Expand a profile=<name>[; extra-directives] value to a directive string.

Raises:

Type Description
PolicySyntaxError

If the profile name is unknown.

resolve_policy(value, *, report_only=False)

Parse a policy value, transparently expanding profile= references.

policy.report

crp.policy.report

Violation report payloads + delivery (CRP-SPEC-006 §3.16).
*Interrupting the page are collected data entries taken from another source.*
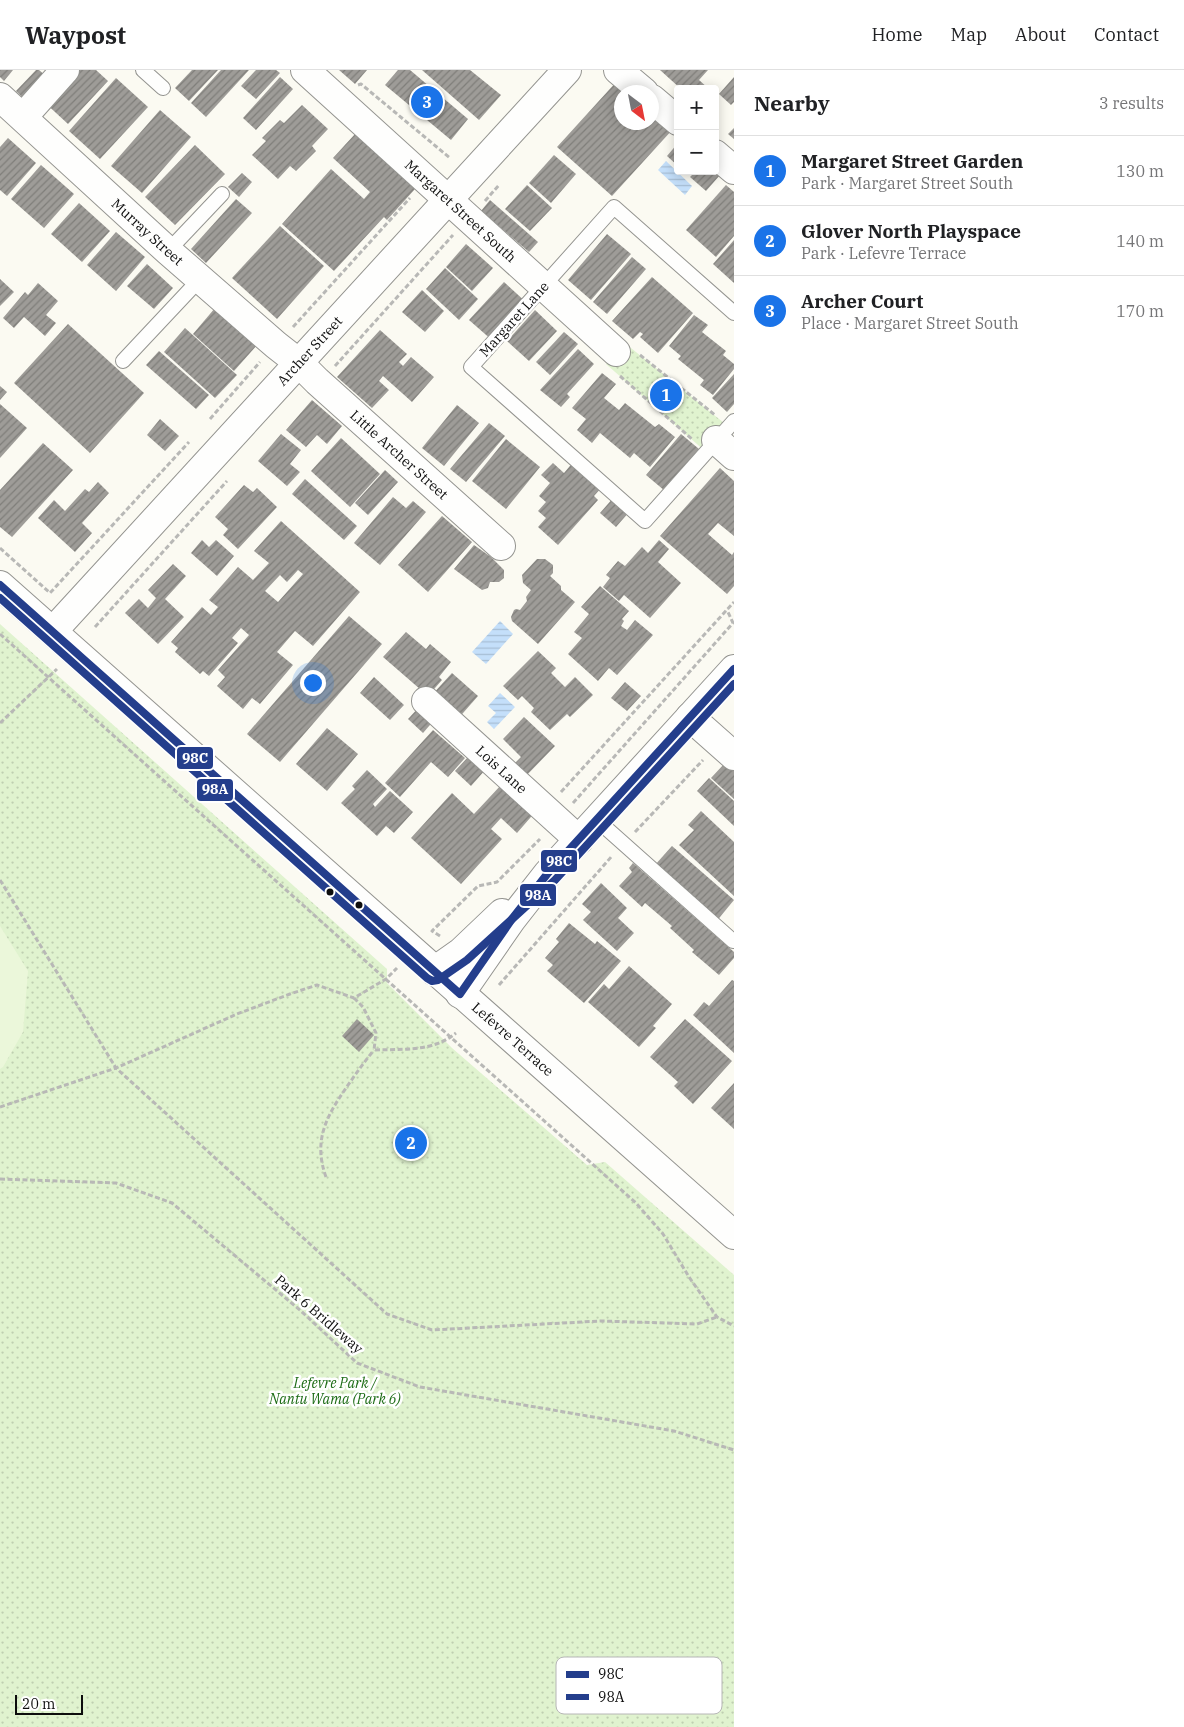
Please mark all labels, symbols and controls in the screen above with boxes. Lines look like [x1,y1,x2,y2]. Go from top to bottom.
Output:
text: Waypost [25,19,126,51]
text: Home [871,23,923,46]
text: Map [951,23,987,46]
text: About [1015,23,1066,46]
text: Contact [1094,23,1159,46]
pin: 3 [411,83,443,121]
north arrow [614,85,659,130]
map controls [674,85,719,175]
button: + [674,85,719,130]
text: Nearby [754,89,830,117]
text: 3 results [1099,93,1164,113]
button: − [674,130,719,175]
text: Margaret Street Garden [801,149,1023,173]
street label: Margaret Street South [401,156,520,266]
text: 1 [765,161,775,181]
text: 130 m [1116,161,1164,181]
text: Park · Margaret Street South [801,173,1013,193]
street label: Murray Street [108,195,187,269]
text: Glover North Playspace [801,219,1021,243]
text: 2 [765,231,775,251]
text: 140 m [1116,231,1164,251]
text: Park · Lefevre Terrace [801,243,966,263]
street label: Margaret Lane [475,277,553,361]
text: Archer Court [801,289,923,313]
text: 3 [765,301,775,321]
text: 170 m [1116,301,1164,321]
street label: Archer Street [273,312,346,389]
text: Place · Margaret Street South [801,313,1019,333]
pin: 1 [650,376,682,414]
street label: Little Archer Street [346,406,452,503]
your location [300,670,326,696]
street label: Lois Lane [472,742,531,797]
line badge: 98C [176,746,214,770]
text: 98C [182,749,208,767]
line badge: 98A [196,778,234,802]
text: 98A [202,780,229,798]
line badge: 98C [540,849,578,873]
text: 98C [546,852,572,870]
line badge: 98A [519,883,557,907]
text: 98A [525,886,552,904]
unlabelled marker [325,887,335,897]
unlabelled marker [354,900,364,910]
street label: Lefevre Terrace [468,998,557,1080]
pin: 2 [395,1124,427,1162]
street label: Park 6 Bridleway [271,1271,367,1358]
park label: Lefevre Park / Nantu Wama (Park 6) [268,1374,401,1408]
legend [556,1657,722,1714]
text: 98C [598,1665,624,1683]
text: 98A [598,1688,625,1706]
scale bar [15,1692,82,1715]
text: 20 m [22,1695,55,1713]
Builds the JSON violation-report payload and POSTs it to a policy's report-uri when configured. Delivery is best-effort and dependency-light: the standard-library urllib is used so the core package gains no new deps.

ViolationReport dataclass

A CRP-SPEC-006 §3.16 violation-report payload.

to_dict()

Return the violation report as a plain dict.

Returns:

Type Description
dict[str, Any]

Dict with all non-None report fields.

to_json()

Serialize the report to a JSON string.

Returns:

Type Description
str

JSON-encoded violation report.

build_report(decision, signals, *, session_id=None, window_id=None, audit_trail_uri=None)

Construct a :class:ViolationReport from an enforcement decision.

deliver_report(policy, report, *, timeout=5.0)

Best-effort POST of report to policy.report_uri.

Returns True on a 2xx response, False otherwise (never raises). Does nothing (returns False) when no report-uri is configured.